[Saved data entries]
══════

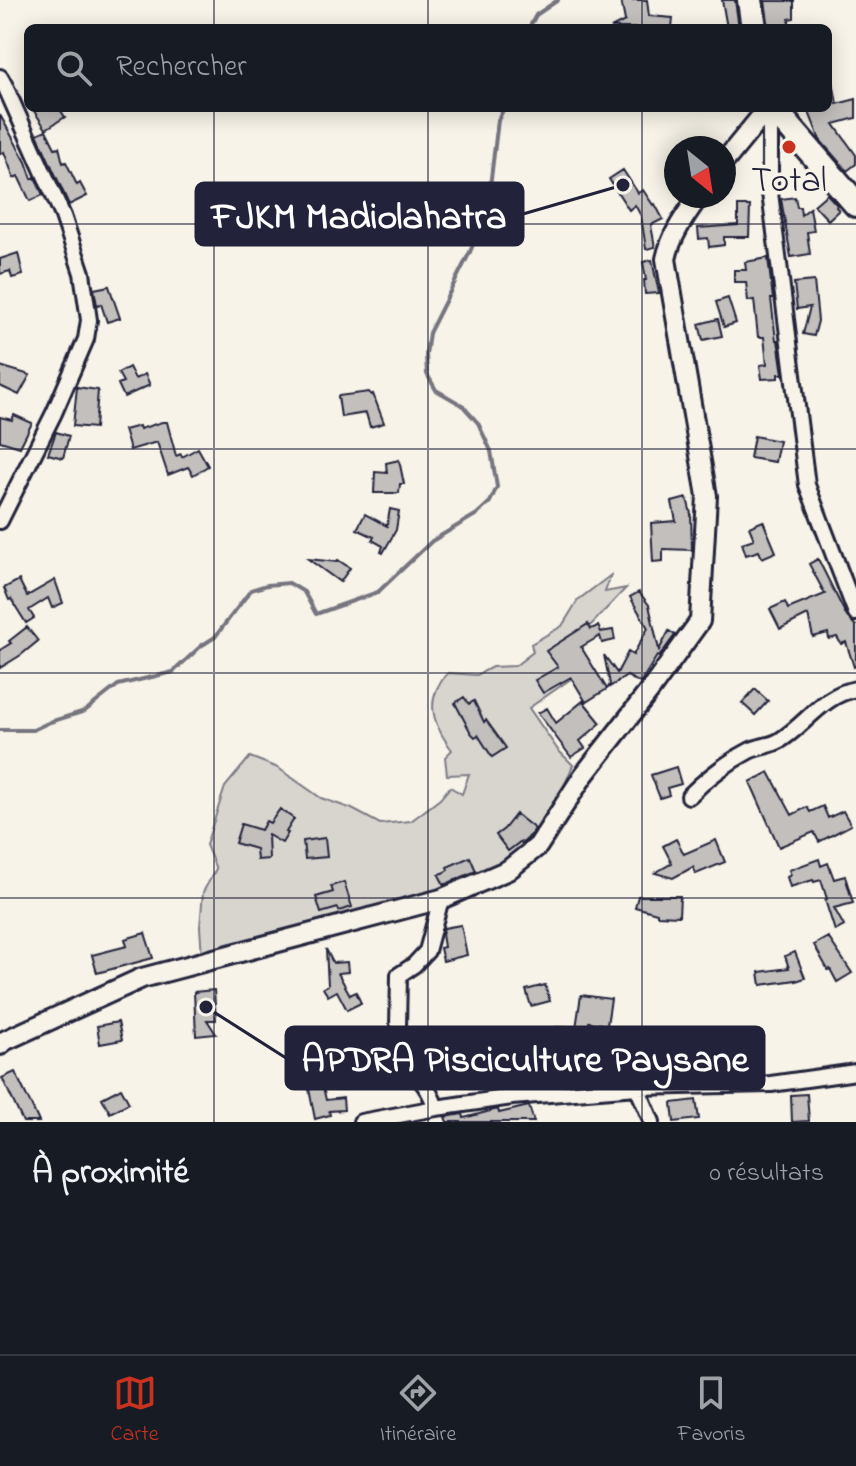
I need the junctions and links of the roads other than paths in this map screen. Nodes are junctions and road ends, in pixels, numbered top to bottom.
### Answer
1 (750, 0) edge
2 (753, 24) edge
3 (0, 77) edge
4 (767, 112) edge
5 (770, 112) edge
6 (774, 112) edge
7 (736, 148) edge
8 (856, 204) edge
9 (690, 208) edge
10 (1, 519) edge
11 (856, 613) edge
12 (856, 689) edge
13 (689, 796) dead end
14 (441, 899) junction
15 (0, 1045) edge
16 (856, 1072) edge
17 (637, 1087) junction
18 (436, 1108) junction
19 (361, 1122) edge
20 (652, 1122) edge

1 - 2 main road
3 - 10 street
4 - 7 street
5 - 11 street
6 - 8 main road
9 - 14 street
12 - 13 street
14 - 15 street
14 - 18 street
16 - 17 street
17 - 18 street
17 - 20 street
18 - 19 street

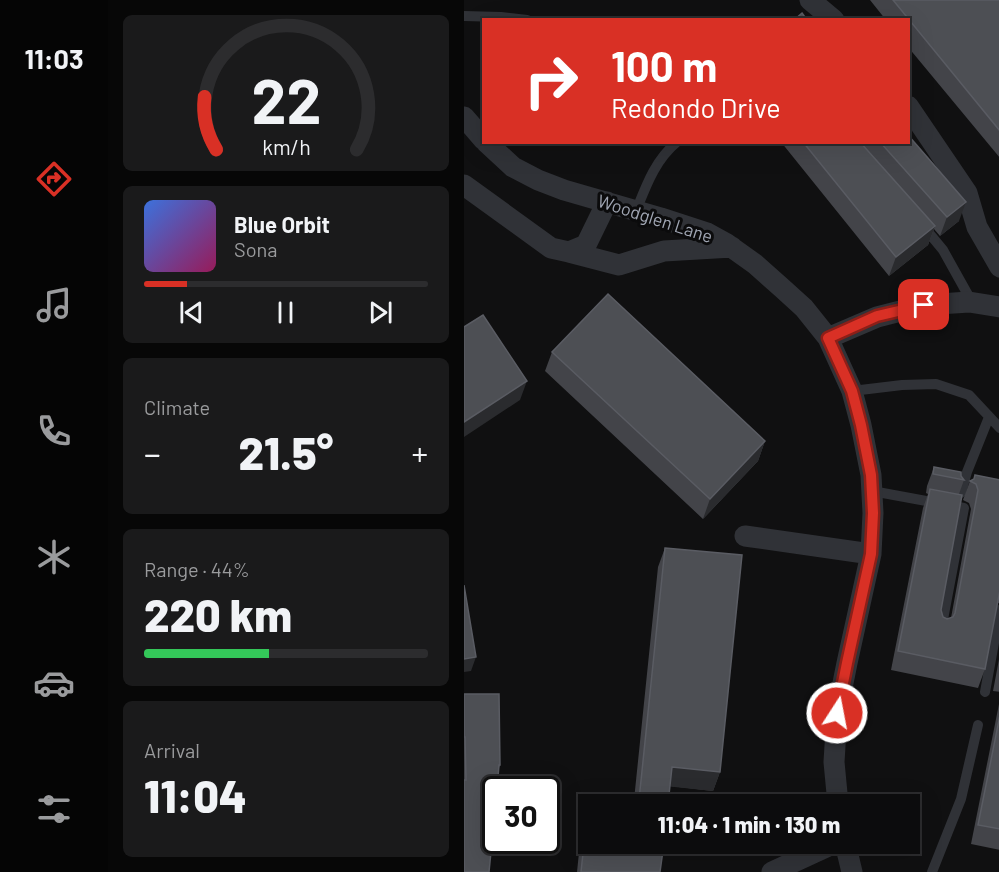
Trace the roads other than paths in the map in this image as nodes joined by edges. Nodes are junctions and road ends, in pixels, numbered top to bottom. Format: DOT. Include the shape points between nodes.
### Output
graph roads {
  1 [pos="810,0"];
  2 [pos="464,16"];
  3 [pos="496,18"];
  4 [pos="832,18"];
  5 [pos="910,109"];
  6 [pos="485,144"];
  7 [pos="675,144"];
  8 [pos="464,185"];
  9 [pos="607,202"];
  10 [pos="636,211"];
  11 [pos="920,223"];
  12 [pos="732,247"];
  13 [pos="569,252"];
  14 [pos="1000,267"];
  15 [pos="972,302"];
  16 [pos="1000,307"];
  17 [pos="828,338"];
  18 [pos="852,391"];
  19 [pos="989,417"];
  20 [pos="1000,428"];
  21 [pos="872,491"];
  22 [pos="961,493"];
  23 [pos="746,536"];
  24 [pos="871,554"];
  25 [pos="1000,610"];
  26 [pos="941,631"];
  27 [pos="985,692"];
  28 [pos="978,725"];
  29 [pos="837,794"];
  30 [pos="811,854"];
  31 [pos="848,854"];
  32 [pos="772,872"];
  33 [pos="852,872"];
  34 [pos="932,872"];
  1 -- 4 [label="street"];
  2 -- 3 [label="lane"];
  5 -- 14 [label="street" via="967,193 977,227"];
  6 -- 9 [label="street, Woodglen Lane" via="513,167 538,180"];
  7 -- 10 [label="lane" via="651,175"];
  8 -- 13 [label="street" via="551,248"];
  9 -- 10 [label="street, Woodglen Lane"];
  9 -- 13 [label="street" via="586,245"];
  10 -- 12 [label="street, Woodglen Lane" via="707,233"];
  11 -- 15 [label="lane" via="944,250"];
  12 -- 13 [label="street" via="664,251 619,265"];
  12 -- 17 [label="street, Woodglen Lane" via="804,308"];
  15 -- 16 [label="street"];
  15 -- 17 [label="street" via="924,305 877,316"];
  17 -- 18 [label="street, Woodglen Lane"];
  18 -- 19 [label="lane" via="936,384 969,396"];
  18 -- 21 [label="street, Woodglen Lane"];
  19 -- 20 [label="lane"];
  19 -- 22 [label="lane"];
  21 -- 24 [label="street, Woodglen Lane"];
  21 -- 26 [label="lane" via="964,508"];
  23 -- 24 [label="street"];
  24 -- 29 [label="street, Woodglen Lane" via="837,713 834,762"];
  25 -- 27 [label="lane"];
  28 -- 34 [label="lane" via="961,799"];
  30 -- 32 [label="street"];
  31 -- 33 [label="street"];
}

══════

> Your objective
Restate the data above word for word. Do not include the images.

> Output of the exercise
I need the junctions and links of the roads other than paths in this map screen. Nodes are junctions and road ends, in pixels, numbered top to bottom.
### Answer
1 (750, 0) edge
2 (753, 24) edge
3 (0, 77) edge
4 (767, 112) edge
5 (770, 112) edge
6 (774, 112) edge
7 (736, 148) edge
8 (856, 204) edge
9 (690, 208) edge
10 (1, 519) edge
11 (856, 613) edge
12 (856, 689) edge
13 (689, 796) dead end
14 (441, 899) junction
15 (0, 1045) edge
16 (856, 1072) edge
17 (637, 1087) junction
18 (436, 1108) junction
19 (361, 1122) edge
20 (652, 1122) edge

1 - 2 main road
3 - 10 street
4 - 7 street
5 - 11 street
6 - 8 main road
9 - 14 street
12 - 13 street
14 - 15 street
14 - 18 street
16 - 17 street
17 - 18 street
17 - 20 street
18 - 19 street

Trace the roads other than paths in the map in this image as nodes joined by edges. Nodes are junctions and road ends, in pixels, numbered top to bottom. Format: DOT. Include the shape points between nodes.
### Output
graph roads {
  1 [pos="810,0"];
  2 [pos="464,16"];
  3 [pos="496,18"];
  4 [pos="832,18"];
  5 [pos="910,109"];
  6 [pos="485,144"];
  7 [pos="675,144"];
  8 [pos="464,185"];
  9 [pos="607,202"];
  10 [pos="636,211"];
  11 [pos="920,223"];
  12 [pos="732,247"];
  13 [pos="569,252"];
  14 [pos="1000,267"];
  15 [pos="972,302"];
  16 [pos="1000,307"];
  17 [pos="828,338"];
  18 [pos="852,391"];
  19 [pos="989,417"];
  20 [pos="1000,428"];
  21 [pos="872,491"];
  22 [pos="961,493"];
  23 [pos="746,536"];
  24 [pos="871,554"];
  25 [pos="1000,610"];
  26 [pos="941,631"];
  27 [pos="985,692"];
  28 [pos="978,725"];
  29 [pos="837,794"];
  30 [pos="811,854"];
  31 [pos="848,854"];
  32 [pos="772,872"];
  33 [pos="852,872"];
  34 [pos="932,872"];
  1 -- 4 [label="street"];
  2 -- 3 [label="lane"];
  5 -- 14 [label="street" via="967,193 977,227"];
  6 -- 9 [label="street, Woodglen Lane" via="513,167 538,180"];
  7 -- 10 [label="lane" via="651,175"];
  8 -- 13 [label="street" via="551,248"];
  9 -- 10 [label="street, Woodglen Lane"];
  9 -- 13 [label="street" via="586,245"];
  10 -- 12 [label="street, Woodglen Lane" via="707,233"];
  11 -- 15 [label="lane" via="944,250"];
  12 -- 13 [label="street" via="664,251 619,265"];
  12 -- 17 [label="street, Woodglen Lane" via="804,308"];
  15 -- 16 [label="street"];
  15 -- 17 [label="street" via="924,305 877,316"];
  17 -- 18 [label="street, Woodglen Lane"];
  18 -- 19 [label="lane" via="936,384 969,396"];
  18 -- 21 [label="street, Woodglen Lane"];
  19 -- 20 [label="lane"];
  19 -- 22 [label="lane"];
  21 -- 24 [label="street, Woodglen Lane"];
  21 -- 26 [label="lane" via="964,508"];
  23 -- 24 [label="street"];
  24 -- 29 [label="street, Woodglen Lane" via="837,713 834,762"];
  25 -- 27 [label="lane"];
  28 -- 34 [label="lane" via="961,799"];
  30 -- 32 [label="street"];
  31 -- 33 [label="street"];
}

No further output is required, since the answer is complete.